For more details, see the vignette: vignette("custom-basic-table-arguments", package = "teal.widgets").

Value

an teal::module() object

Details

Additional standard UI inputs include responders, ref_arm, comp_arm and combine_comp_arms (default FALSE)

Default values of the inputs var_arm, ref_arm and comp_arm are set to NULL, and updated accordingly based on selection of paramcd and var_arm

This display order of response categories in partitioned statistics section inherits the factor level order of the source data.
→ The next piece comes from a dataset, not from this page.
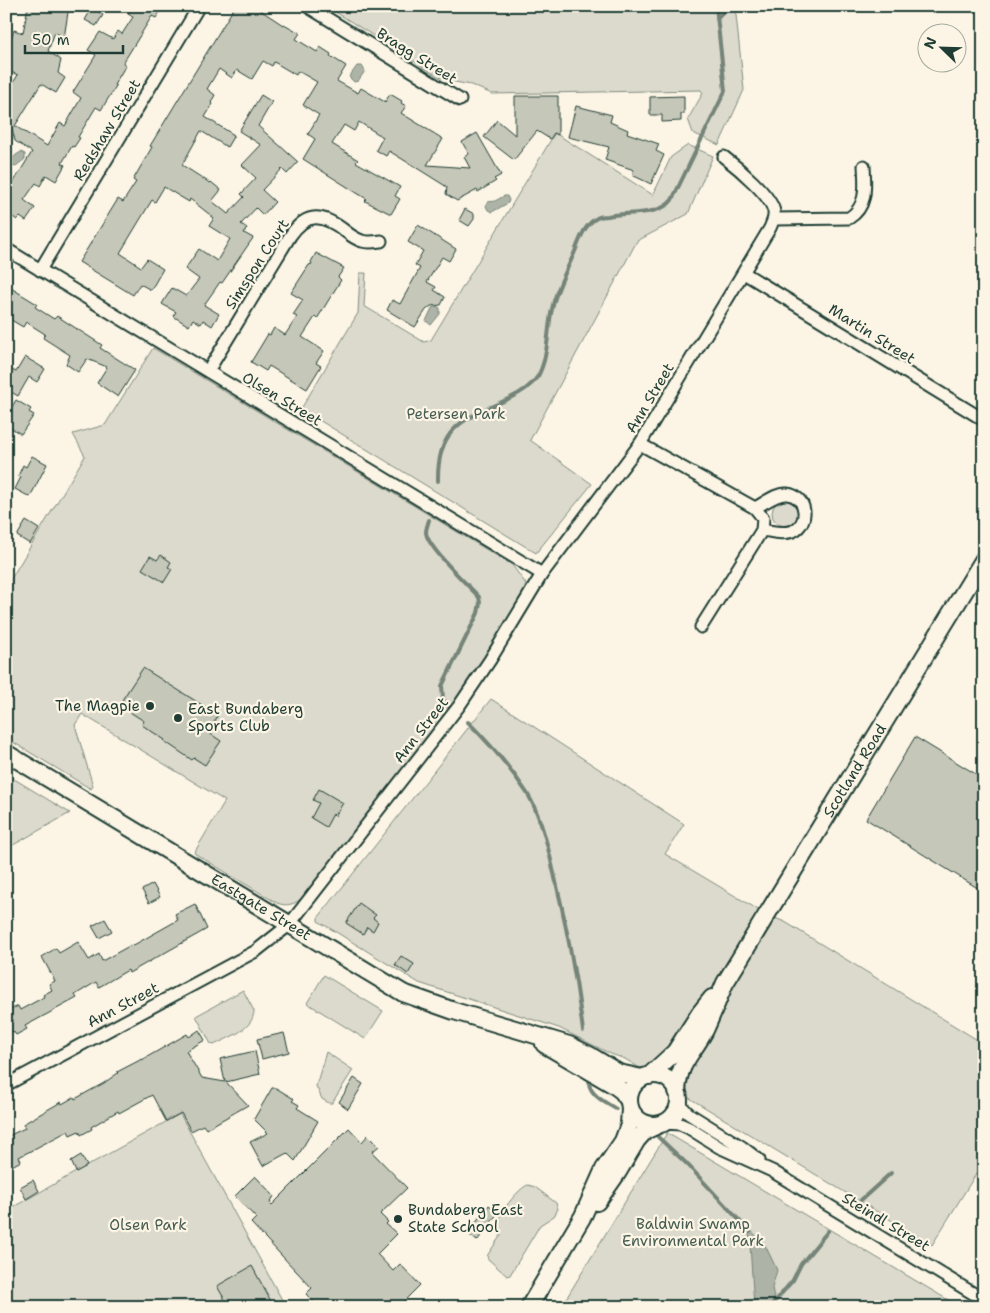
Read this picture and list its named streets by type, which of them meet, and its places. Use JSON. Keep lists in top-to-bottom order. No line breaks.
{"streets":{"street":["Bragg Street","Redshaw Street","Simspon Court","Martin Street","Ann Street","Olsen Street","Scotland Road","Eastgate Street","Steindl Street"]},"crossings":[["Redshaw Street","Olsen Street"],["Simspon Court","Olsen Street"],["Martin Street","Ann Street"],["Ann Street","Olsen Street"],["Ann Street","Eastgate Street"],["Scotland Road","Eastgate Street"],["Scotland Road","Steindl Street"],["Eastgate Street","Steindl Street"]],"parks":["Petersen Park","Baldwin Swamp Environmental Park","Olsen Park"],"places":["The Magpie","East Bundaberg Sports Club","Bundaberg East State School"],"scale_bar":"50 m","north":"top left"}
Use base::factor() and its levels argument to manipulate the source data in order to include/exclude or re-categorize response categories and arrange the display order. If response categories are "Missing" or "Not Evaluable (NE)" or "Missing or unevaluable", 95\ confidence interval will not be calculated.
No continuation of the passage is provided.